御所巻(ごしょまき)―世田谷区史編さん問題―

御所巻とは、中世の異議申し立て方法のことを言います。世田谷区による区史編さん委員へのパワハラと著作権の問題についてのブログです。出版ネッツのメンバーが運営しています。

世田谷区による歴史叙述をチェック

  • 世田谷区による歴史叙述をチェックしてみた

 過日、「区民の会」とともに、世田谷城とその周辺をまわった。

  目的は、単に歴史を知ること、にあるのではない。区がどのように歴史を描いているのか、これを知ることにあった。

   その目的は当日、十分に果たされたといってもよい。区がいかに杜撰な「歴史」を書き散らしているのか、白日の下にさらけだされたからだ。

    世田谷区史編纂問題の前提・根底には、区の杜撰な歴史に対する取り組みがあるのである。

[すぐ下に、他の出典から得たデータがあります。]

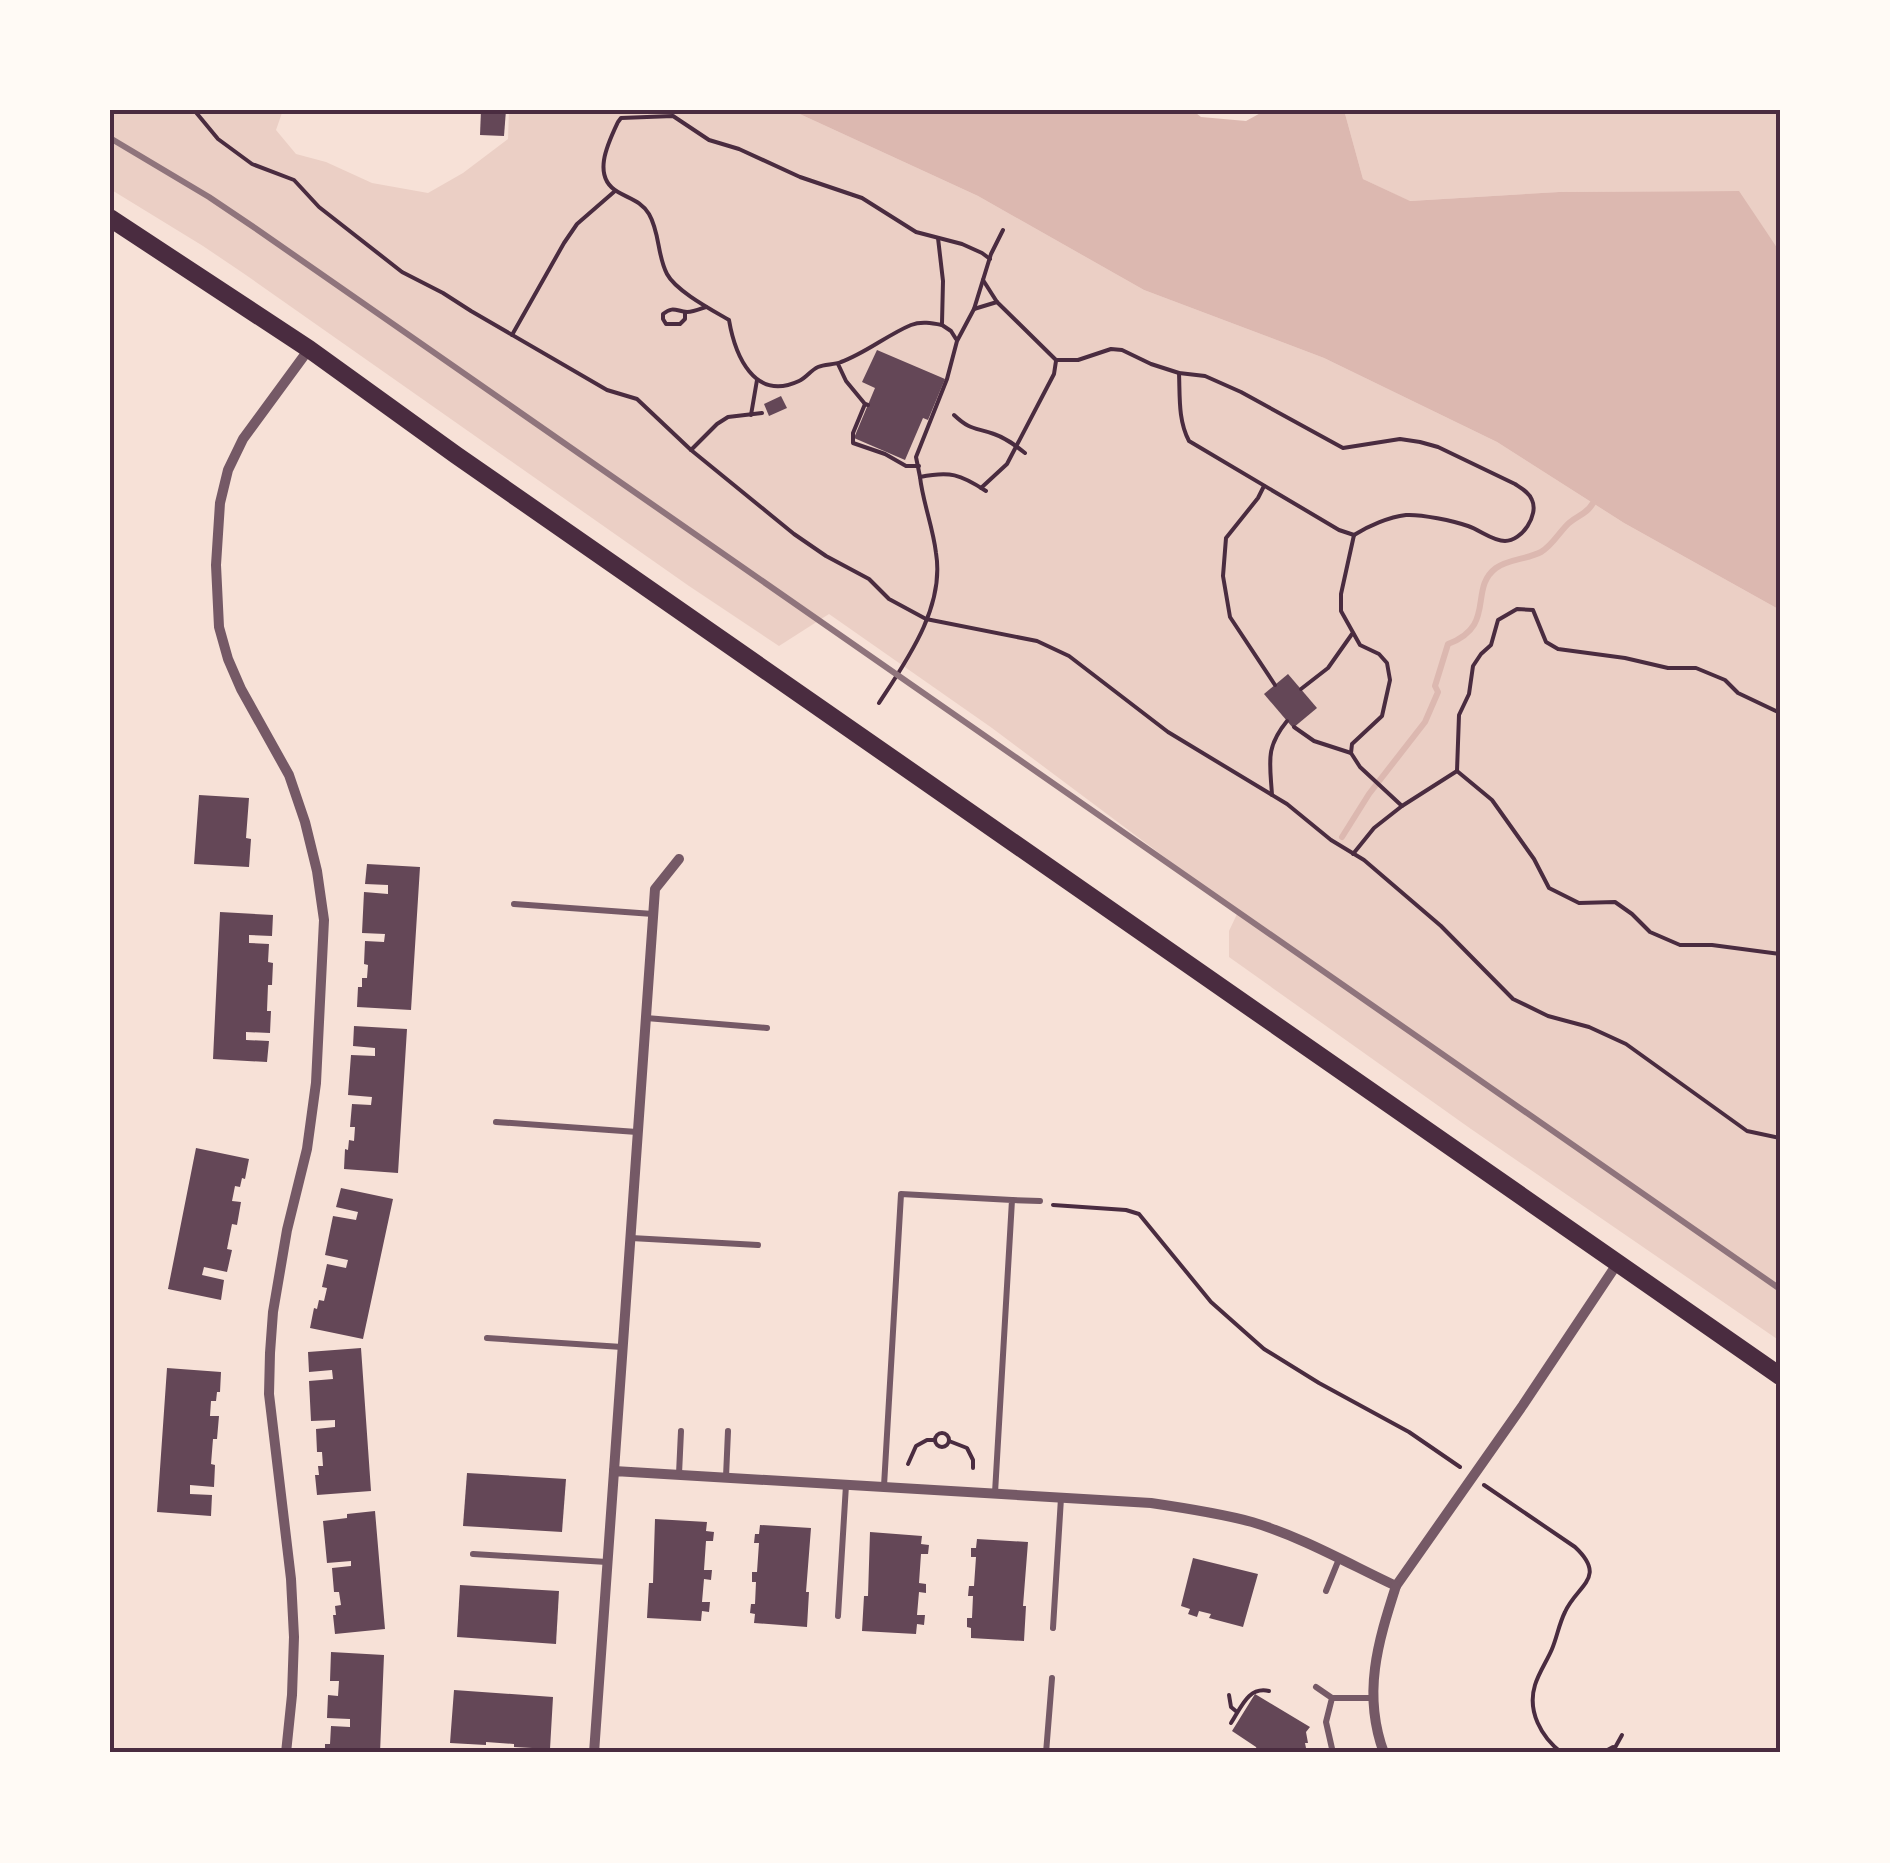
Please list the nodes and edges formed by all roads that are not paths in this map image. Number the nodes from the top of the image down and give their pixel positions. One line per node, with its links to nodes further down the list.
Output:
1 (110, 218): 2 (main road)
2 (309, 348): 14 (main road); 38 (street)
3 (679, 859): 5 (street)
4 (514, 904): 5 (lane)
5 (653, 914): 6 (street)
6 (646, 1018): 7 (lane); 9 (street)
7 (767, 1028)
8 (496, 1122): 9 (lane)
9 (638, 1132): 12 (street)
10 (1012, 1200): 11 (lane); 24 (lane); 25 (lane)
11 (1040, 1201)
12 (630, 1238): 13 (lane); 16 (street)
13 (758, 1245)
14 (1617, 1264): 17 (main road); 30 (street)
15 (488, 1338): 16 (lane)
16 (623, 1348): 20 (street)
17 (1780, 1376)
18 (681, 1430): 21 (lane)
19 (728, 1431): 22 (lane)
20 (614, 1471): 21 (street); 29 (street)
21 (679, 1475): 22 (street)
22 (726, 1478): 23 (street)
23 (846, 1485): 24 (street); 32 (lane)
24 (884, 1488): 25 (street)
25 (996, 1494): 26 (street)
26 (1061, 1498): 28 (street); 33 (lane)
27 (473, 1554): 29 (lane)
28 (1339, 1559): 30 (street); 31 (lane)
29 (609, 1562): 39 (street)
30 (1396, 1586): 37 (street)
31 (1326, 1591)
32 (838, 1616)
33 (1054, 1628)
34 (1052, 1678): 40 (lane)
35 (1316, 1687): 36 (lane)
36 (1332, 1698): 37 (lane); 41 (lane)
37 (1372, 1698): 42 (street)
38 (286, 1753)
39 (594, 1753)
40 (1046, 1753)
41 (1333, 1753)
42 (1384, 1753)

    それを裏付けるものとして、今回、世田谷区のホームページも検証してみたい。

    

https://www.city.setagaya.lg.jp/mokuji/kusei/012/015/001/010/d00014476.html

    ここには、「最終更新日 令和4年9月22日 ページ番号 14476」とある。

 

  • えっ! 伝説の常盤姫が実在!?

 まず、ここにはいきなり「おもしろいこと」が書かれている。

 

  >さぎ草の伝説の主人公「常盤姫」もここに住んでいました。

 

  世田谷区には「さぎ草」伝説というものがあり、区の花にもなっている。しかし、これはあくまでも「伝説」であって、「史実」ではない。ゆえに、実在しない「常盤姫」が、世田谷城に住んでいたことなど、ありえない。物語の主人公が、現実に住んでいたというのだから、噴飯モノというほかはない。

   このようなウソが区のHPには書かれているのである。

   「さぎ」草伝説ではなく、世田谷区による「サギ」的な言説ではないか。

 

  • まだまだある。驚くべき「説明」

   また、次のような「説明」もある。

  

>初代吉良氏が南北朝の頃、

 

   ここも意味不明であって、吉良氏の初代は鎌倉期にまで遡る。つまり、吉良氏の初代は南北朝期(1336~1392)ではない。明らかなウソである。

  

    さらに、驚くべき「説明」がある。

 

    >関東管領足利基氏

 

    ここにいたっては明らかなウソであり、実に恥ずかしい。

    現在、学術の世界において、関東の足利氏は「鎌倉公方」・「関東公方」というのであって、「関東管領」ではありえない。

    「関東管領」というのは、足利氏=公方を補佐する役職で、上杉氏のことをいう。

    つまり、世田谷区は現在の学術的常識を、根本からまるで理解していないのである。

否、学術の世界ばかりではない。鎌倉公方関東管領は、山川の日本史の教科書でも太字の重要用語である。高校の教科書に太字で載っているようなことを、世田谷区は思いっきり間違えているのである。これでは歴史で点数をとることなどできまい。大丈夫なのか?

 

    このような恥ずかしい情報が、区のHPに堂々と掲載されているのである。

    恥を知れ、というほかはない。

  なお、これ以外にも不正確な情報が記されているが、教える義務はないので、やめる。

 

    区は当該記事をチェックしていてしれっと修正するのか、

    あるいは、恥も外聞もなく区内外にデタラメをまき散らし続けるのか、楽しみだ。